SARS-CoV-2 vaccine in nonhuman primates

Corbett KS, Flynn B, Foulds KE, Francica JR, Boyoglu-Barnum S, et al. Evaluation of the mRNA-1273 vaccine against SARS-CoV-2 in nonhuman primates. N Engl J Med 2020;383(16):1544-1555.

The induction of CD4 type 2 helper T-cell (Th2) (interleukin-4, -5, or -13) responses has previously been associated with vaccine-associated enhanced respiratory disease (VAERD) in some children who were immunized with inactivated respiratory syncytial virus and measles vaccines. To determine whether mRNA-1273 (Moderna) vaccine induced Th2 responses, researchers immunized macaques with two doses of either 10 mcg or 100 mcg of mRNA vaccine at four-week intervals and challenged the animals eight weeks later with SARS-CoV-2. Vaccination with mRNA-1273 induced robust SARS-CoV-2 neutralizing activity, rapid protection in the upper and lower airways, and no pathologic changes in the lung. mRNA-1273 induced Th1 and not Th2 cell responses.

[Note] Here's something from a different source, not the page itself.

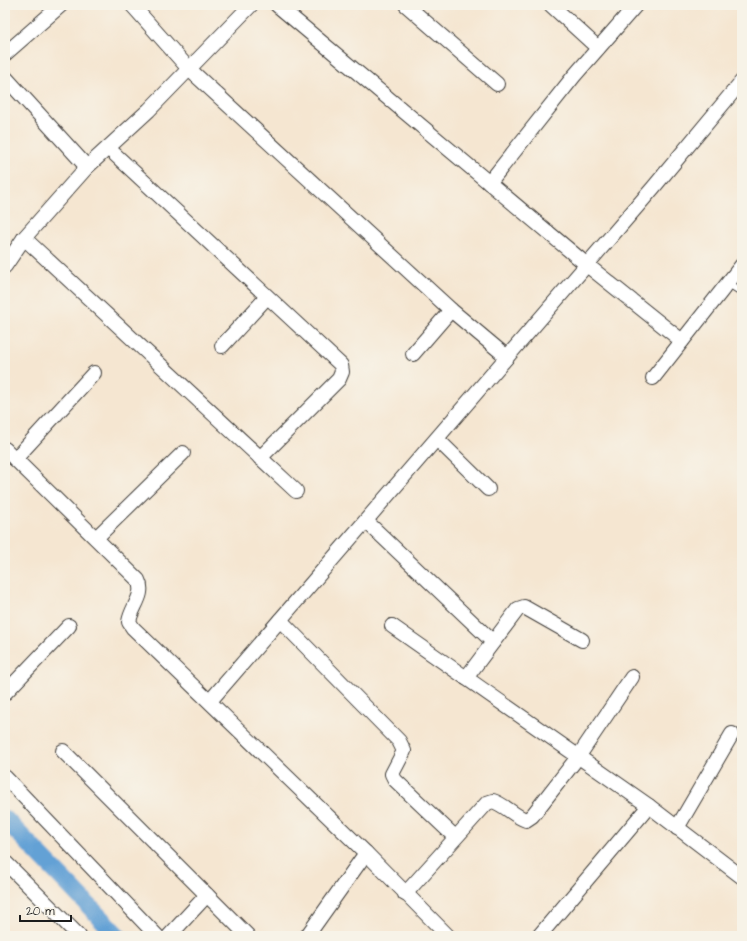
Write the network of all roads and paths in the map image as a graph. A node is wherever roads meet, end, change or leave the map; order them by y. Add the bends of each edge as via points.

Vogel AB, Kanevsky I, Che Y, Swanson KA, Muik A, et al. A prefusion SARS-CoV-2 spike RNA vaccine is highly immunogenic and prevents lung infection in non-human primates. bioRxiv 2020; https://doi.org/10.1101/2020.09.08.280818

Researchers reported the design, preclinical development, immunogenicity and anti-viral protective effect in rhesus macaques of the SARS-CoV-2 modified mRNA vaccine candidate, BNT162b2 (Pfizer BioNTech). Animals were inoculated with two doses of 100ug of mRNA. Seven days after the second dose, a robust Th1 response was observed, but only a minute Th2 response, consistent with the unlikely occurrence of vaccine-associated enhanced respiratory disease, which is associated with Th2 responses.

Gao Q, Bao L, Mao H, Wang L, Xu K, et al. Development of an inactivated vaccine candidate for SARS-CoV-2. Science 2020;369(6499):77-81.

Researchers developed a purified inactivated SARS-CoV-2 virus vaccine candidate (PiCoVacc), which induced SARS-CoV-2 specific neutralizing antibodies in mice, rats and nonhuman primates. The vaccine candidate was inactivated using β-propiolactone and mixed with alum adjuvant. Three immunizations using two different doses provided partial or complete protection in macaques. After vaccination, macaques were challenged with SARS-CoV-2 without observable antibody-dependent enhancement of infection or immunopathological exacerbation.

Yu J, Tostanoski LH, Peter L, Mercado NB, McMahan K, et al. DNA vaccine protection against SARS-CoV-2 in rhesus macaques. Science 2020;369:806-811.

Researchers developed a series of six DNA vaccine candidates without adjuvant expressing different forms of the SARS-CoV-2 spike (S) protein and evaluated them in 35 rhesus macaques compared with placebo controls. Vaccinated animals developed humoral and cellular immune responses, including neutralizing antibody titers at levels comparable to those found in convalescent humans and macaques infected with SARS-CoV-2. The DNA vaccines induced Th1 rather than Th2 responses. After vaccination, macaques were challenged with SARS-CoV-2 without observable enhanced clinical disease even with the suboptimal vaccine constructs that failed to protect against infection.